- **YOUR TASK**:
With images excluded, write out each entry below exactly as given.

Stored items:
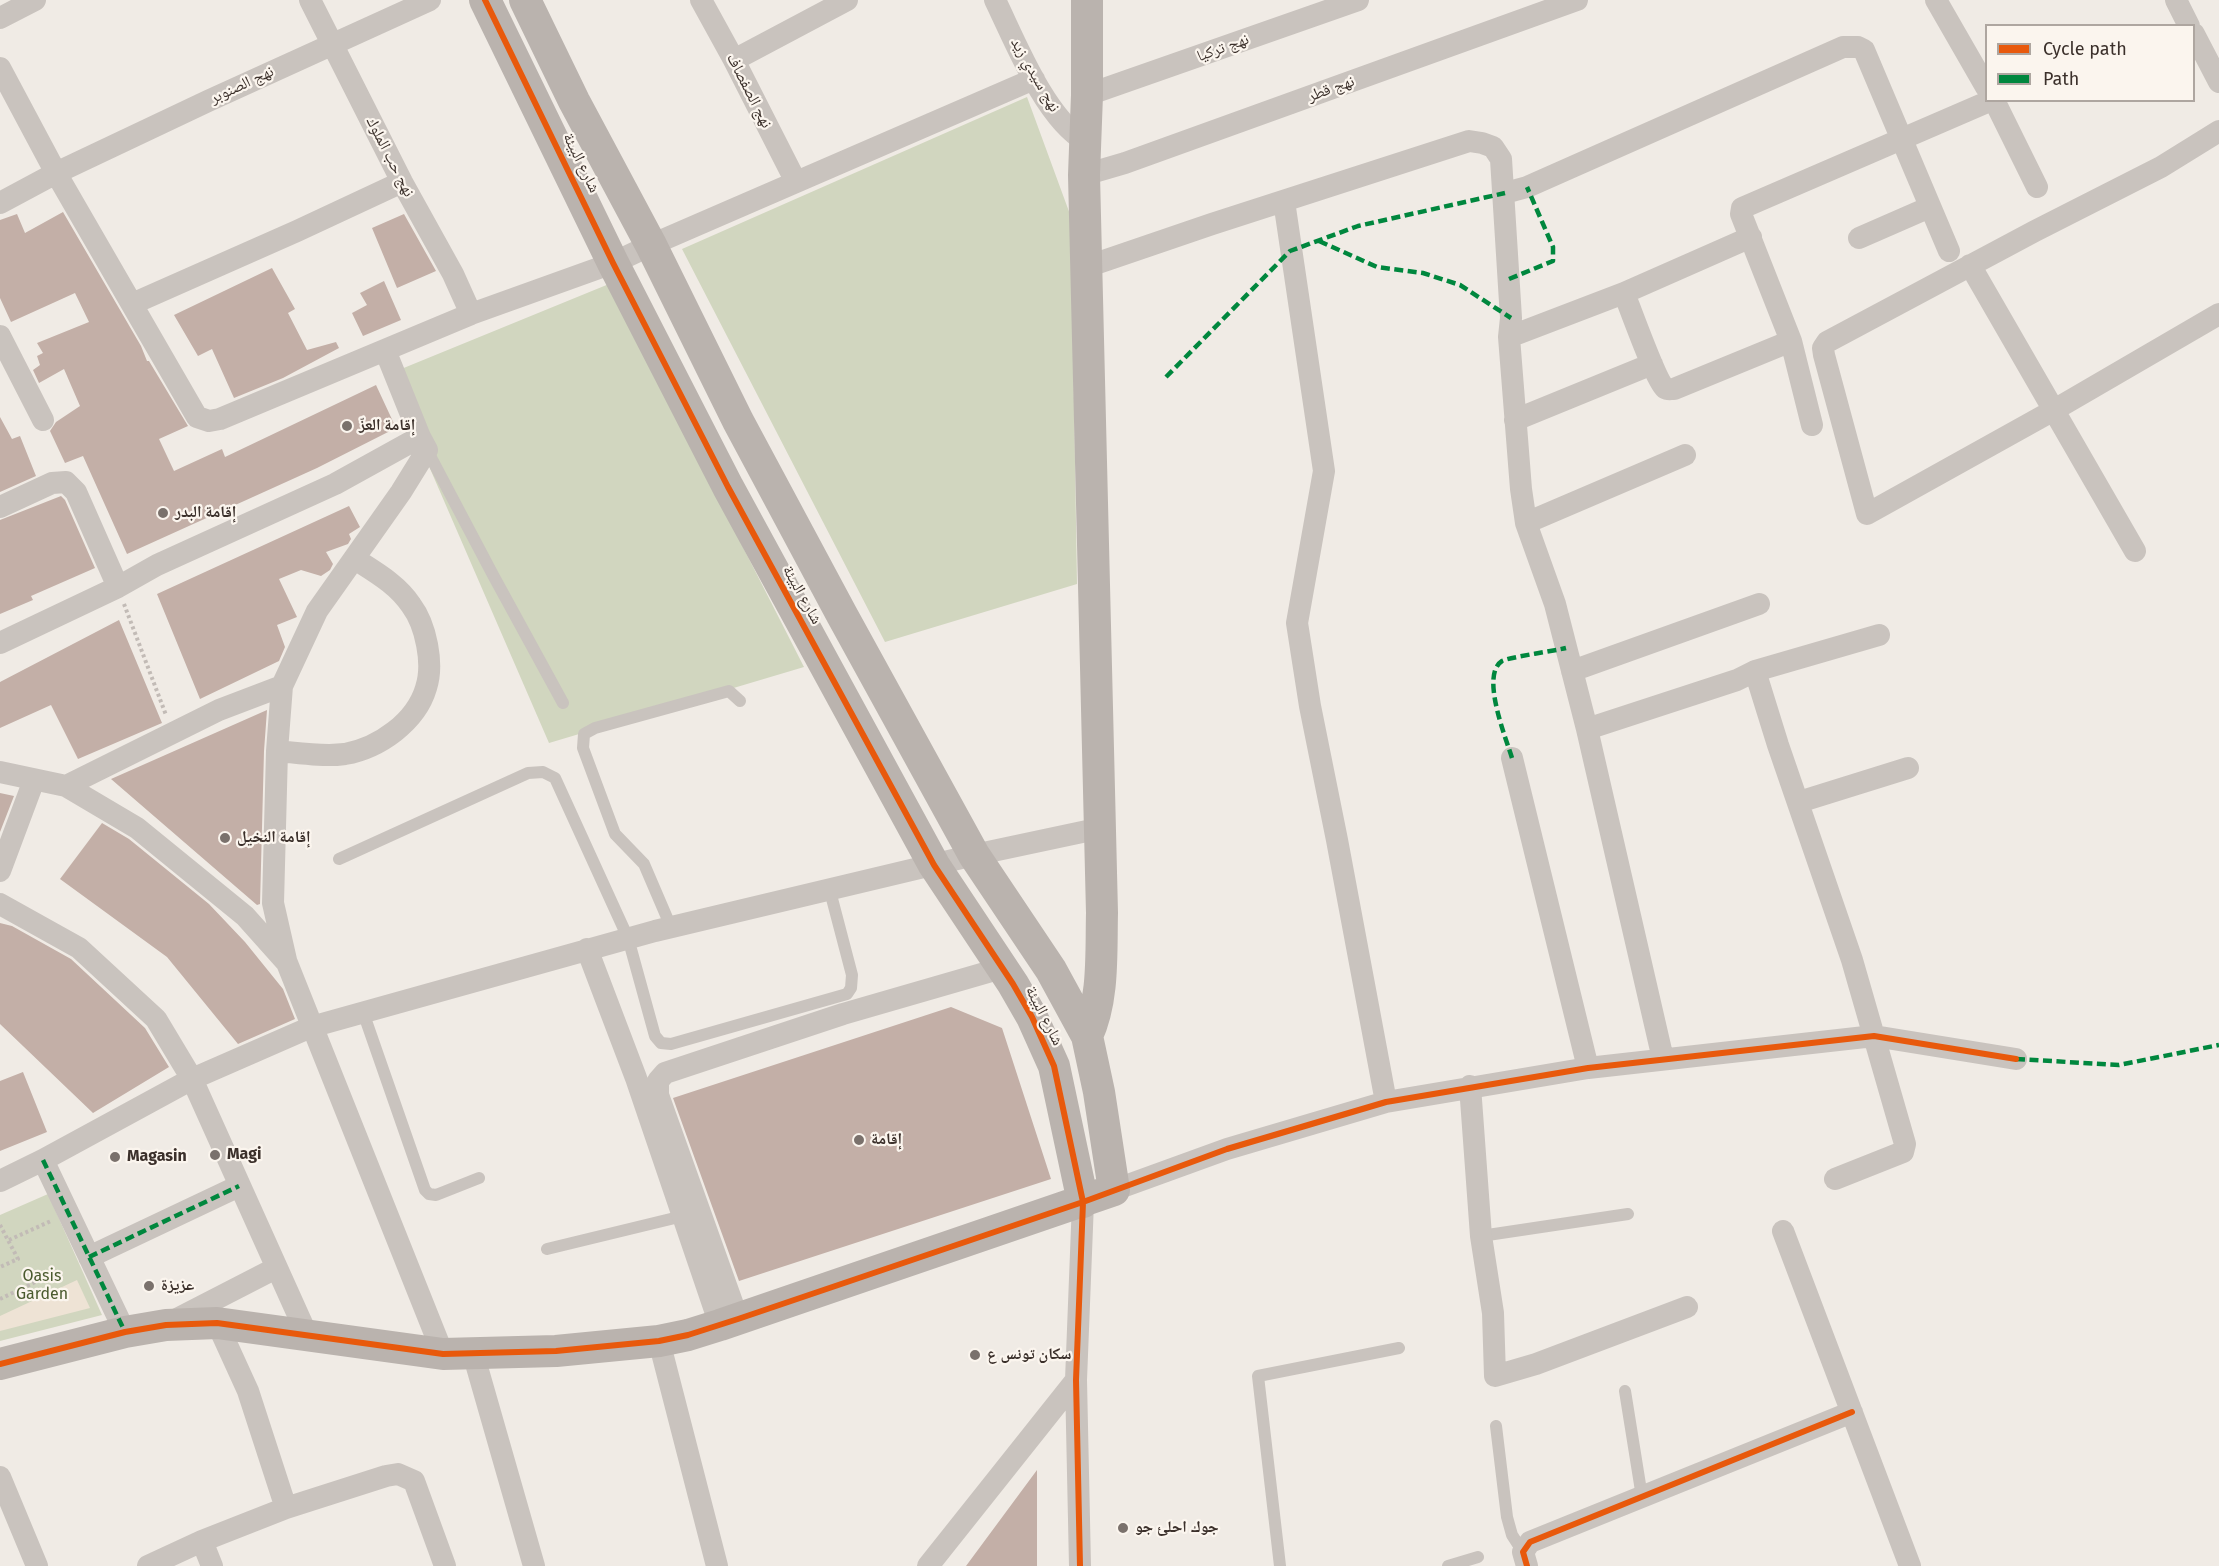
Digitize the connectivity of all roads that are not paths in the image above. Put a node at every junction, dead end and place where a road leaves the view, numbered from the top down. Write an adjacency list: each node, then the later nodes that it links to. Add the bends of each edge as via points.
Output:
1 (35, 0): 14 (street)
2 (310, 0): 17 (street, نهج حب الملوك)
3 (430, 0): 17 (street, نهج الصنوبر)
4 (485, 0): 42 (street, شارع البيئة)
5 (525, 0): 40 (street, شارع البيئة)
6 (701, 0): 18 (street, نهج الصفصاف)
7 (847, 0): 18 (street)
8 (995, 0): 20 (street, نهج سيدي زيد)
9 (1087, 0): 23 (street)
10 (1358, 0): 23 (street, نهج تركيا)
11 (1577, 0): 30 (street, نهج قطر, via 1125,163)
12 (1936, 0): 22 (street)
13 (2176, 0): 15 (street)
14 (0, 18)
15 (2188, 24)
16 (2195, 38): 21 (street)
17 (332, 44): 29 (street, نهج الصنوبر); 31 (street, نهج حب الملوك)
18 (734, 60): 32 (street, نهج الصفصاف)
19 (0, 68): 29 (street)
20 (1034, 79): 28 (street, نهج سيدي زيد, via 1062,122); 32 (street)
21 (2219, 82)
22 (1985, 85)
23 (1087, 95): 28 (street)
24 (1988, 102): 27 (street)
25 (1994, 102): 33 (street)
26 (2219, 131): 43 (street, via 2161,167)
27 (1902, 138): 34 (street, via 1864,50 1858,46 1844,47 1527,187); 37 (street); 38 (street, via 1743,206 1741,214)
28 (1085, 141): 30 (street)
29 (56, 174): 36 (street, نهج الصنوبر); 46 (street)
30 (1084, 174): 44 (street)
31 (402, 182): 46 (street); 47 (street, نهج حب الملوك)
32 (796, 182): 40 (street)
33 (2037, 187)
34 (1505, 193): 35 (street, via 1501,159 1493,147 1469,141); 50 (street)
35 (1284, 201): 44 (street); 102 (street, via 1323,471 1297,623)
36 (0, 202)
37 (1930, 207): 39 (street); 41 (street)
38 (1750, 237): 45 (street); 51 (street)
39 (1859, 238)
40 (651, 245): 42 (street); 82 (street, شارع البيئة, via 738,421)
41 (1949, 251)
42 (613, 263): 47 (street); 84 (street, شارع البيئة, via 728,487)
43 (1970, 265): 54 (street); 54 (street, via 1827,342 1823,348 1867,514)
44 (1086, 267): 81 (street)
45 (1624, 293): 50 (street); 53 (street)
46 (132, 304): 52 (street, via 197,417 209,421)
47 (471, 314): 52 (street)
48 (2219, 315): 54 (street)
49 (0, 336): 55 (street)
50 (1509, 337): 56 (street)
51 (1791, 341): 53 (street, via 1668,390); 57 (street)
52 (385, 350): 58 (street)
53 (1652, 364): 56 (street)
54 (2054, 410): 62 (street)
55 (43, 420)
56 (1515, 420): 61 (street)
57 (1812, 424)
58 (424, 444): 63 (street); 64 (street, via 157,565); 72 (lane)
59 (1686, 455): 61 (street)
60 (0, 507): 64 (street, via 52,483 66,483 76,492)
61 (1526, 523): 68 (street, via 1555,604)
62 (2135, 551)
63 (355, 559): 70 (street, via 317,611); 74 (street, via 387,579 411,605 423,629 429,656 426,688 413,713 390,736 368,747 344,754)
64 (118, 587): 67 (street)
65 (1759, 604): 68 (street)
66 (1879, 635): 69 (street)
67 (0, 643)
68 (1572, 671): 73 (street)
69 (1755, 671): 73 (street); 80 (street)
70 (282, 686): 74 (street); 79 (street, via 219,710)
71 (740, 701): 88 (lane, via 729,691 595,728 584,735 583,748 615,834 644,864)
72 (563, 703)
73 (1587, 729): 97 (street)
74 (277, 751): 91 (street, via 273,903)
75 (1512, 758): 99 (street)
76 (1908, 768): 80 (street)
77 (0, 772): 78 (street)
78 (34, 780): 79 (street); 85 (street)
79 (66, 786): 91 (street, via 137,828 195,874 245,916)
80 (1799, 802): 96 (street)
81 (1101, 828): 82 (street); 95 (street, via 1099,984)
82 (974, 855): 84 (street); 95 (street, شارع البيئة, via 1051,970)
83 (339, 859): 89 (lane, via 528,773 543,772 555,778)
84 (934, 865): 86 (street); 92 (street, شارع البيئة)
85 (0, 871)
86 (830, 891): 88 (street); 89 (lane, via 852,975 847,994 671,1044 661,1043 655,1036)
87 (0, 904): 100 (street, via 79,948 118,983 156,1019)
88 (671, 927): 89 (street)
89 (628, 938): 90 (street)
90 (587, 949): 93 (street); 111 (street)
91 (287, 963): 94 (street)
92 (1002, 968): 109 (street, شارع البيئة, via 1032,1017 1054,1066); 118 (street, via 843,1014 664,1073 658,1081 658,1095)
93 (363, 1012): 94 (street); 104 (lane, via 425,1190 436,1195)
94 (311, 1026): 100 (street); 125 (street)
95 (1087, 1036): 108 (street, شارع البيئة)
96 (1874, 1036): 97 (street); 98 (street); 105 (street, via 1905,1144 1903,1152)
97 (1663, 1059): 99 (street)
98 (2016, 1059)
99 (1588, 1068): 101 (street)
100 (192, 1079): 103 (street); 107 (street)
101 (1470, 1086): 102 (street); 113 (street)
102 (1386, 1102): 108 (street, via 1227,1149)
103 (43, 1160): 106 (street); 115 (street)
104 (479, 1178)
105 (1835, 1179)
106 (0, 1181)
107 (239, 1186): 115 (street); 116 (street)
108 (1114, 1191): 109 (street)
109 (1083, 1202): 118 (street); 127 (street)
110 (1628, 1214): 113 (lane)
111 (683, 1216): 114 (lane); 118 (street)
112 (1783, 1231): 129 (street)
113 (1481, 1236): 117 (street, via 1492,1313 1495,1376)
114 (547, 1249)
115 (89, 1257): 121 (street)
116 (276, 1268): 120 (street); 122 (street)
117 (1687, 1307)
118 (729, 1322): 123 (street)
119 (217, 1323): 120 (street); 122 (street); 133 (street, via 248,1391)
120 (166, 1325): 121 (street)
121 (124, 1332): 126 (street)
122 (308, 1337): 125 (street)
123 (659, 1341): 125 (street, via 556,1351); 142 (street)
124 (1400, 1348): 145 (lane, via 1258,1377)
125 (458, 1354): 141 (street)
126 (0, 1364)
127 (1076, 1380): 143 (street); 144 (street)
128 (1625, 1391): 132 (lane)
129 (1852, 1413): 132 (street); 147 (street)
130 (1496, 1426): 136 (lane, via 1508,1517 1512,1535)
131 (0, 1477): 137 (street)
132 (1642, 1497): 136 (street, via 1530,1542)
133 (286, 1508): 134 (street); 140 (street, via 386,1476 407,1477 414,1481)
134 (202, 1541): 138 (street); 139 (street)
135 (1478, 1557): 146 (lane)
136 (1525, 1559)
137 (37, 1566)
138 (148, 1566)
139 (212, 1566)
140 (445, 1566)
141 (534, 1566)
142 (717, 1566)
143 (928, 1566)
144 (1080, 1566)
145 (1280, 1566)
146 (1448, 1566)
147 (1910, 1566)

- **TASK SOLUTION**:
Digitize the connectivity of all roads that are not paths in the image above. Put a node at every junction, dead end and place where a road leaves the view, numbered from the top down. Write an adjacency list: each node, then the later nodes that it links to. Add the bends of each edge as via points.
Output:
1 (35, 0): 14 (street)
2 (310, 0): 17 (street, نهج حب الملوك)
3 (430, 0): 17 (street, نهج الصنوبر)
4 (485, 0): 42 (street, شارع البيئة)
5 (525, 0): 40 (street, شارع البيئة)
6 (701, 0): 18 (street, نهج الصفصاف)
7 (847, 0): 18 (street)
8 (995, 0): 20 (street, نهج سيدي زيد)
9 (1087, 0): 23 (street)
10 (1358, 0): 23 (street, نهج تركيا)
11 (1577, 0): 30 (street, نهج قطر, via 1125,163)
12 (1936, 0): 22 (street)
13 (2176, 0): 15 (street)
14 (0, 18)
15 (2188, 24)
16 (2195, 38): 21 (street)
17 (332, 44): 29 (street, نهج الصنوبر); 31 (street, نهج حب الملوك)
18 (734, 60): 32 (street, نهج الصفصاف)
19 (0, 68): 29 (street)
20 (1034, 79): 28 (street, نهج سيدي زيد, via 1062,122); 32 (street)
21 (2219, 82)
22 (1985, 85)
23 (1087, 95): 28 (street)
24 (1988, 102): 27 (street)
25 (1994, 102): 33 (street)
26 (2219, 131): 43 (street, via 2161,167)
27 (1902, 138): 34 (street, via 1864,50 1858,46 1844,47 1527,187); 37 (street); 38 (street, via 1743,206 1741,214)
28 (1085, 141): 30 (street)
29 (56, 174): 36 (street, نهج الصنوبر); 46 (street)
30 (1084, 174): 44 (street)
31 (402, 182): 46 (street); 47 (street, نهج حب الملوك)
32 (796, 182): 40 (street)
33 (2037, 187)
34 (1505, 193): 35 (street, via 1501,159 1493,147 1469,141); 50 (street)
35 (1284, 201): 44 (street); 102 (street, via 1323,471 1297,623)
36 (0, 202)
37 (1930, 207): 39 (street); 41 (street)
38 (1750, 237): 45 (street); 51 (street)
39 (1859, 238)
40 (651, 245): 42 (street); 82 (street, شارع البيئة, via 738,421)
41 (1949, 251)
42 (613, 263): 47 (street); 84 (street, شارع البيئة, via 728,487)
43 (1970, 265): 54 (street); 54 (street, via 1827,342 1823,348 1867,514)
44 (1086, 267): 81 (street)
45 (1624, 293): 50 (street); 53 (street)
46 (132, 304): 52 (street, via 197,417 209,421)
47 (471, 314): 52 (street)
48 (2219, 315): 54 (street)
49 (0, 336): 55 (street)
50 (1509, 337): 56 (street)
51 (1791, 341): 53 (street, via 1668,390); 57 (street)
52 (385, 350): 58 (street)
53 (1652, 364): 56 (street)
54 (2054, 410): 62 (street)
55 (43, 420)
56 (1515, 420): 61 (street)
57 (1812, 424)
58 (424, 444): 63 (street); 64 (street, via 157,565); 72 (lane)
59 (1686, 455): 61 (street)
60 (0, 507): 64 (street, via 52,483 66,483 76,492)
61 (1526, 523): 68 (street, via 1555,604)
62 (2135, 551)
63 (355, 559): 70 (street, via 317,611); 74 (street, via 387,579 411,605 423,629 429,656 426,688 413,713 390,736 368,747 344,754)
64 (118, 587): 67 (street)
65 (1759, 604): 68 (street)
66 (1879, 635): 69 (street)
67 (0, 643)
68 (1572, 671): 73 (street)
69 (1755, 671): 73 (street); 80 (street)
70 (282, 686): 74 (street); 79 (street, via 219,710)
71 (740, 701): 88 (lane, via 729,691 595,728 584,735 583,748 615,834 644,864)
72 (563, 703)
73 (1587, 729): 97 (street)
74 (277, 751): 91 (street, via 273,903)
75 (1512, 758): 99 (street)
76 (1908, 768): 80 (street)
77 (0, 772): 78 (street)
78 (34, 780): 79 (street); 85 (street)
79 (66, 786): 91 (street, via 137,828 195,874 245,916)
80 (1799, 802): 96 (street)
81 (1101, 828): 82 (street); 95 (street, via 1099,984)
82 (974, 855): 84 (street); 95 (street, شارع البيئة, via 1051,970)
83 (339, 859): 89 (lane, via 528,773 543,772 555,778)
84 (934, 865): 86 (street); 92 (street, شارع البيئة)
85 (0, 871)
86 (830, 891): 88 (street); 89 (lane, via 852,975 847,994 671,1044 661,1043 655,1036)
87 (0, 904): 100 (street, via 79,948 118,983 156,1019)
88 (671, 927): 89 (street)
89 (628, 938): 90 (street)
90 (587, 949): 93 (street); 111 (street)
91 (287, 963): 94 (street)
92 (1002, 968): 109 (street, شارع البيئة, via 1032,1017 1054,1066); 118 (street, via 843,1014 664,1073 658,1081 658,1095)
93 (363, 1012): 94 (street); 104 (lane, via 425,1190 436,1195)
94 (311, 1026): 100 (street); 125 (street)
95 (1087, 1036): 108 (street, شارع البيئة)
96 (1874, 1036): 97 (street); 98 (street); 105 (street, via 1905,1144 1903,1152)
97 (1663, 1059): 99 (street)
98 (2016, 1059)
99 (1588, 1068): 101 (street)
100 (192, 1079): 103 (street); 107 (street)
101 (1470, 1086): 102 (street); 113 (street)
102 (1386, 1102): 108 (street, via 1227,1149)
103 (43, 1160): 106 (street); 115 (street)
104 (479, 1178)
105 (1835, 1179)
106 (0, 1181)
107 (239, 1186): 115 (street); 116 (street)
108 (1114, 1191): 109 (street)
109 (1083, 1202): 118 (street); 127 (street)
110 (1628, 1214): 113 (lane)
111 (683, 1216): 114 (lane); 118 (street)
112 (1783, 1231): 129 (street)
113 (1481, 1236): 117 (street, via 1492,1313 1495,1376)
114 (547, 1249)
115 (89, 1257): 121 (street)
116 (276, 1268): 120 (street); 122 (street)
117 (1687, 1307)
118 (729, 1322): 123 (street)
119 (217, 1323): 120 (street); 122 (street); 133 (street, via 248,1391)
120 (166, 1325): 121 (street)
121 (124, 1332): 126 (street)
122 (308, 1337): 125 (street)
123 (659, 1341): 125 (street, via 556,1351); 142 (street)
124 (1400, 1348): 145 (lane, via 1258,1377)
125 (458, 1354): 141 (street)
126 (0, 1364)
127 (1076, 1380): 143 (street); 144 (street)
128 (1625, 1391): 132 (lane)
129 (1852, 1413): 132 (street); 147 (street)
130 (1496, 1426): 136 (lane, via 1508,1517 1512,1535)
131 (0, 1477): 137 (street)
132 (1642, 1497): 136 (street, via 1530,1542)
133 (286, 1508): 134 (street); 140 (street, via 386,1476 407,1477 414,1481)
134 (202, 1541): 138 (street); 139 (street)
135 (1478, 1557): 146 (lane)
136 (1525, 1559)
137 (37, 1566)
138 (148, 1566)
139 (212, 1566)
140 (445, 1566)
141 (534, 1566)
142 (717, 1566)
143 (928, 1566)
144 (1080, 1566)
145 (1280, 1566)
146 (1448, 1566)
147 (1910, 1566)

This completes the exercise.